Но слухи преувеличили опасность.
Король, долго собиравшийся в поход, склонился на убеждения Ходкевича и некоторых других панов, и наконец выступил из Вильны вместе с сыном Владиславом. Хотя ему удалось собрать незначительное войско; но он рассчитывал застать поляков еще в Москве и подействовать появлением Владислава, которого русские бояре ожидали так настойчиво и долго. Король и Ходкевич прошли уже Вязьму, когда дорогою вдруг получили известие о сдаче Москвы и гибели польского гарнизона. Тем не менее они продолжали поход и осадили сначала Погорелое Городище, а потом Волок Ламский, где главным воеводою был Ив. Конст. Карамышев; гарнизон, состоявший преимущественно из казаков, мужественно оборонялся. Король послал Адама Жолкевского с легким конным отрядом под Москву; при отряде находились князь Дан. Мезецкий и дьяк Граматин, которые должны были войти в переговоры с начальниками русской рати и убедить их к признанию Владислава. Но московские воеводы не хотели и слышать о переговорах и заставили этот отряд уйти назад. (Сам Мезецкий вскоре покинул поляков и уехал в Москву.) Никто в Московской земле уже не признавал царем Владислава; никто не приходил к нему на помощь. Напротив, везде население готово было встретить его с оружием в руках, а шайки вольницы или шишей препятствовали фуражирам добывать продовольствие в стране и без того вконец опустошенной. Видя полную неудачу своего предприятия, Сигизмунд отступил от Волока Ламского и ушел в Польшу.
Итак, важнейшая и труднейшая задача была исполнена: Москва очищена от неприятелей и снова стала средоточием самобытной русской государственной жизни. Оставалось теперь довершить дело обновления сей последней всенародным земским избранием царя, без которого была немыслима и сама эта жизнь в понятиях русского человека. Народ выражал явное нетерпение по сему поводу.
Уже при ополчении князя Пожарского, как мы видели, состоял род Земской думы, которая собралась во время долгого пребывания его в Ярославле. Но, очевидно, это была далеко не полная Дума, заключавшая в себе представителей тех областей, которые прислали в ополчение свои вспомогательные отряды.

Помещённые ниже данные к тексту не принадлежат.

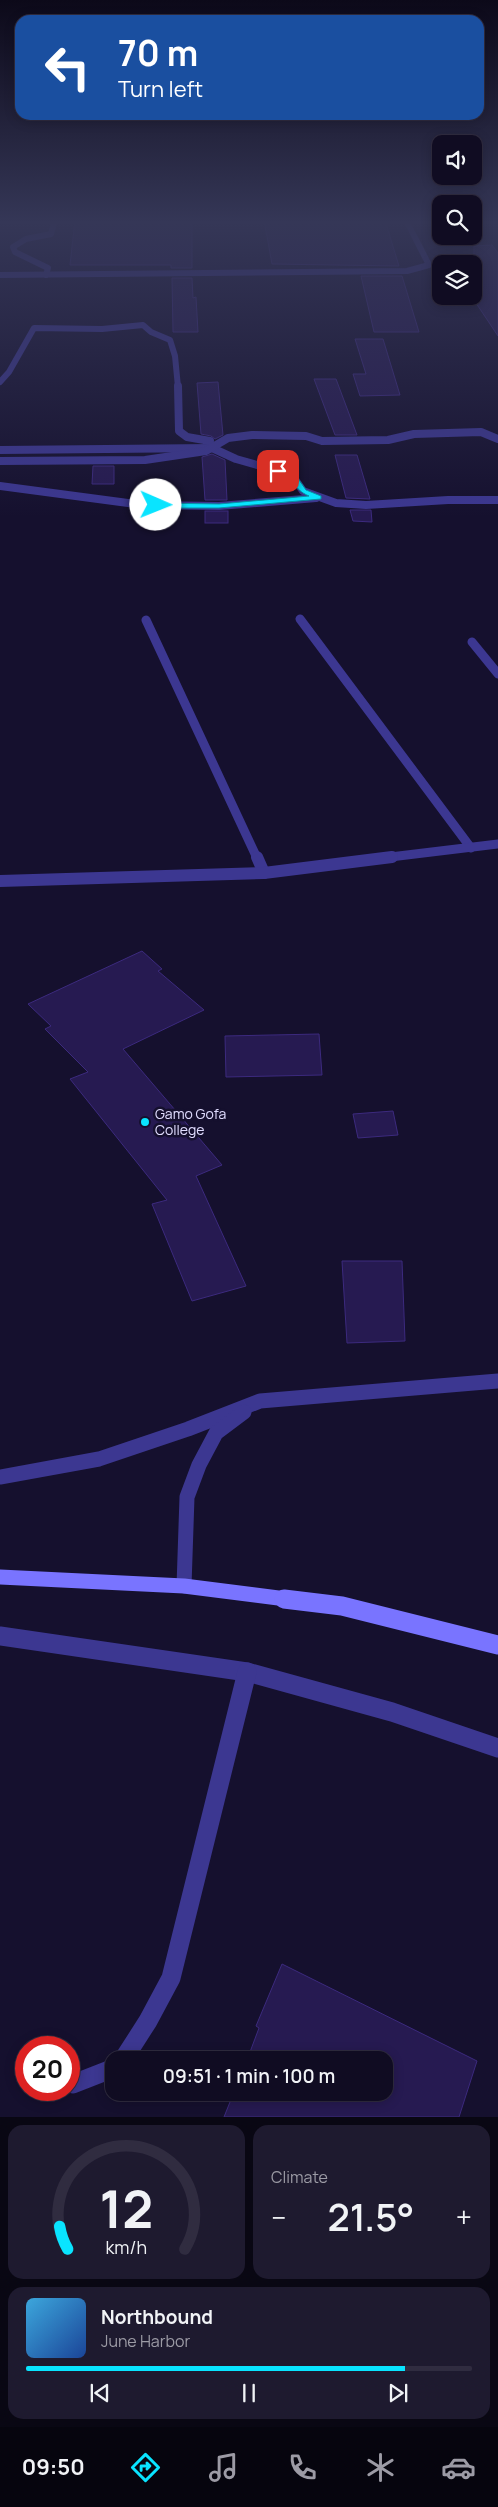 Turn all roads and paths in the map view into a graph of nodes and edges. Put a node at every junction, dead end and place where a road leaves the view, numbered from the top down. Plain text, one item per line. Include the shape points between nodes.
1 (0, 382) edge
2 (498, 439) edge
3 (220, 443) junction
4 (212, 448) junction
5 (0, 450) edge
6 (0, 461) edge
7 (0, 486) edge
8 (318, 498) junction
9 (498, 500) edge
10 (146, 620) dead end
11 (300, 620) dead end
12 (472, 642) dead end
13 (498, 674) edge
14 (498, 844) edge
15 (471, 848) junction
16 (264, 873) junction
17 (0, 881) edge
18 (498, 1381) edge
19 (260, 1400) junction
20 (0, 1477) edge
21 (0, 1577) edge
22 (184, 1586) junction
23 (0, 1636) edge
24 (498, 1645) edge
25 (247, 1672) junction
26 (498, 1748) edge
27 (128, 2051) edge
28 (105, 2072) edge
29 (80, 2081) edge

1 - 3 street via 34,328 102,329 143,325 170,340 177,352 179,431 187,437
2 - 3 street via 480,432 322,441 299,435 252,435 237,436
3 - 4 street
4 - 5 street
4 - 6 street via 172,457 119,462
4 - 8 street via 236,459 292,475 303,491
7 - 8 street via 143,505 219,506
8 - 9 street via 366,505
10 - 16 street
11 - 15 street
12 - 13 street
14 - 15 street
15 - 16 street
16 - 17 street
18 - 19 street
19 - 20 street via 99,1459
19 - 22 street via 216,1433 199,1465 187,1497
21 - 22 main road
22 - 24 main road via 342,1606
23 - 25 street
25 - 26 street via 392,1712
25 - 27 street via 171,1978
28 - 29 street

Последним актом сей Думы было распоряжение о созыве Собора «для земского совета и государева избранья». Во все города Московского государства разосланы были грамоты с приказом прислать в Москву от всяких чинов людей, т. е. духовных, дворян, детей боярских, гостей, посадских, служилых и уездных, от каждого города лучших по десяти человек или «поскольку пригоже». Созывные грамоты разосланы были приблизительно в первой половине ноября 1612 года; а в декабре и в январе следующего, 1613 выборные из городов постепенно съехались в Москву. Собралась Великая Земская дума, самая знаменитая из всех московских собраний такого рода и самая продолжительная.
Великая дума началась усердными молитвами в Успенском соборе у гробов московских угодников и трехдневным постом. Затем открылись совещания об избрании царя. Тут прежде всего представился вопрос об иноземных принцах: были и такие боярские голоса, которые напоминали о присяге, данной Владиславу; еще более явилось сторонников шведского королевича Филиппа, за которого стоял Великий Новгород с своим архиепископом Исидором. Но возбуждение против иноземцев вообще было уже так велико, что с этим вопросом покончили скоро: и решили не выбирать никого из иностранцев наравне с Маринкиным сыном, а выбрать государя из коренного православно-русского рода. Этот приговор значительно облегчал задачу; но предстояло еще немало труда, чтобы разрешить ее удовлетворительно и окончательно.
На Соборе голоса разделились между несколькими знатными московскими родами, каковы: Мстиславские, Голицыны, Воротынские и Романовы. По некоторым свидетельствам, в числе кандидатов появились даже главные вожди ополчения, освободившего Москву от поляков, т. е. князья Трубецкой и Пожарский. Впрочем, это более косвенные свидетельства, чем прямые.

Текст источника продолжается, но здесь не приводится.